Given the potential severity of this viral strain, which incidentally will need to be studied with greater precision from a virological standpoint, in my opinion the priority response must be the care of the sick. It could be different if there were an effective medication that we could give to all travelers. But we don't have it. Therefore, it is crucial to take symptomatic patients to hospitals that have the necessary equipment. This does not mean that travelers and crew members who have coexisted these weeks should not be monitored. They must be followed up, tested as necessary to rule out infection, and comply with isolation quarantine where practical and possible. Here, one must not be so absolute: correct isolations can be carried out in hospitals, hotels, homes... and it can last from 2 to 6 weeks. Whatever the corresponding public health officials say. It must be ensured that diagnostic tests and disease management are activated upon any symptom.

Infectious diseases must be approached globally. And without solidarity, it will not be possible. For days we have been talking (and unfortunately some authorities amplify it) about a situation that "does not affect us", that "it's not our turn here", that if a certain country does not want to treat the sick, neither should we.
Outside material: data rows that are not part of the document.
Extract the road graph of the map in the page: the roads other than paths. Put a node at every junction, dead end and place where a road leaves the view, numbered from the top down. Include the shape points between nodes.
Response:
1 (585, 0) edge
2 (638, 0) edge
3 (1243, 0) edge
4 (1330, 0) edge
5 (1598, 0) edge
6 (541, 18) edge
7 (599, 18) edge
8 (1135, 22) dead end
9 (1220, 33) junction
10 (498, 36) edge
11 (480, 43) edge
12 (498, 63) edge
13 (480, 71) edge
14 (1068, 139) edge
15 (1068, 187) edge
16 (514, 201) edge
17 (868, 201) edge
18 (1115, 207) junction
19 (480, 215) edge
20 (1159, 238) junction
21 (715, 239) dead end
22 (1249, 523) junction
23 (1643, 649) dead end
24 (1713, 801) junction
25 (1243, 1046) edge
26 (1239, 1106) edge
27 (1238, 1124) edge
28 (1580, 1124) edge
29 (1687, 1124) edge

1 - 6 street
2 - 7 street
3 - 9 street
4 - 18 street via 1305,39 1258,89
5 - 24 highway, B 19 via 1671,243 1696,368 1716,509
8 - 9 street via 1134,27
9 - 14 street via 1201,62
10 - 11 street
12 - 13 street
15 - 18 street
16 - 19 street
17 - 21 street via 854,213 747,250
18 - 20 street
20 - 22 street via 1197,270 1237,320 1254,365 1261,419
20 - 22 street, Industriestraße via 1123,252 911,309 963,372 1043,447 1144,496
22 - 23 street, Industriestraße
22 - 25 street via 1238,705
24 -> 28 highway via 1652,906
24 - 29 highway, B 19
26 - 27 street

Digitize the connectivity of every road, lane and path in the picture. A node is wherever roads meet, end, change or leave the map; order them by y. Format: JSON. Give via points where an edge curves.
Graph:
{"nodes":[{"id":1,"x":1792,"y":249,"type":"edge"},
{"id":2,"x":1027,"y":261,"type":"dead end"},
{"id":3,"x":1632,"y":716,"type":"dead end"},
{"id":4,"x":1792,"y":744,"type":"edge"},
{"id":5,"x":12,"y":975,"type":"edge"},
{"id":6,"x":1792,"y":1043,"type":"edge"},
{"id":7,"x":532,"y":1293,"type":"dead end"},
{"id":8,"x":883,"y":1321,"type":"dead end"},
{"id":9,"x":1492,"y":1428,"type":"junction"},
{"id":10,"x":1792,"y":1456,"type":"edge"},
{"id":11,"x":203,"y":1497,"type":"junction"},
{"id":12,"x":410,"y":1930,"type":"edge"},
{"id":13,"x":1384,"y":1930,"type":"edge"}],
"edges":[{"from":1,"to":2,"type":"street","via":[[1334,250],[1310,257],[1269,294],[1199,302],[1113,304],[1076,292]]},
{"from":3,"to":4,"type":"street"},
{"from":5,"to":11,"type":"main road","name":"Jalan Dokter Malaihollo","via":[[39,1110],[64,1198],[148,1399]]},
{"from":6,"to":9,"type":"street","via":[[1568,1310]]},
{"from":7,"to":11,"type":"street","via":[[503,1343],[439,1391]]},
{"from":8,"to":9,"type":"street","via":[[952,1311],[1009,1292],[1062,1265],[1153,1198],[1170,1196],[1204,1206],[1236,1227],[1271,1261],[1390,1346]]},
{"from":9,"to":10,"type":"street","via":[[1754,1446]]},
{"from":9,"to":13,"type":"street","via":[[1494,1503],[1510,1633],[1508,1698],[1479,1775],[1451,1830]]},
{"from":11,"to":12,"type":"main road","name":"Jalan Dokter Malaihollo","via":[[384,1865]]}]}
Let's trust that it was just the fruit of the first impression, that we will reflect, and that we will not make a fool of ourselves.

PS: When we learned this week that a ship with hantavirus-infected patients was arriving in Cape Verde, I looked on Google Maps to see where they could be treated if they worsened. First options: Rabat or Las Palmas... I didn't see any ICUs with ECMO closer. Their lives depend on being well cared for. But I didn't have to decide anything.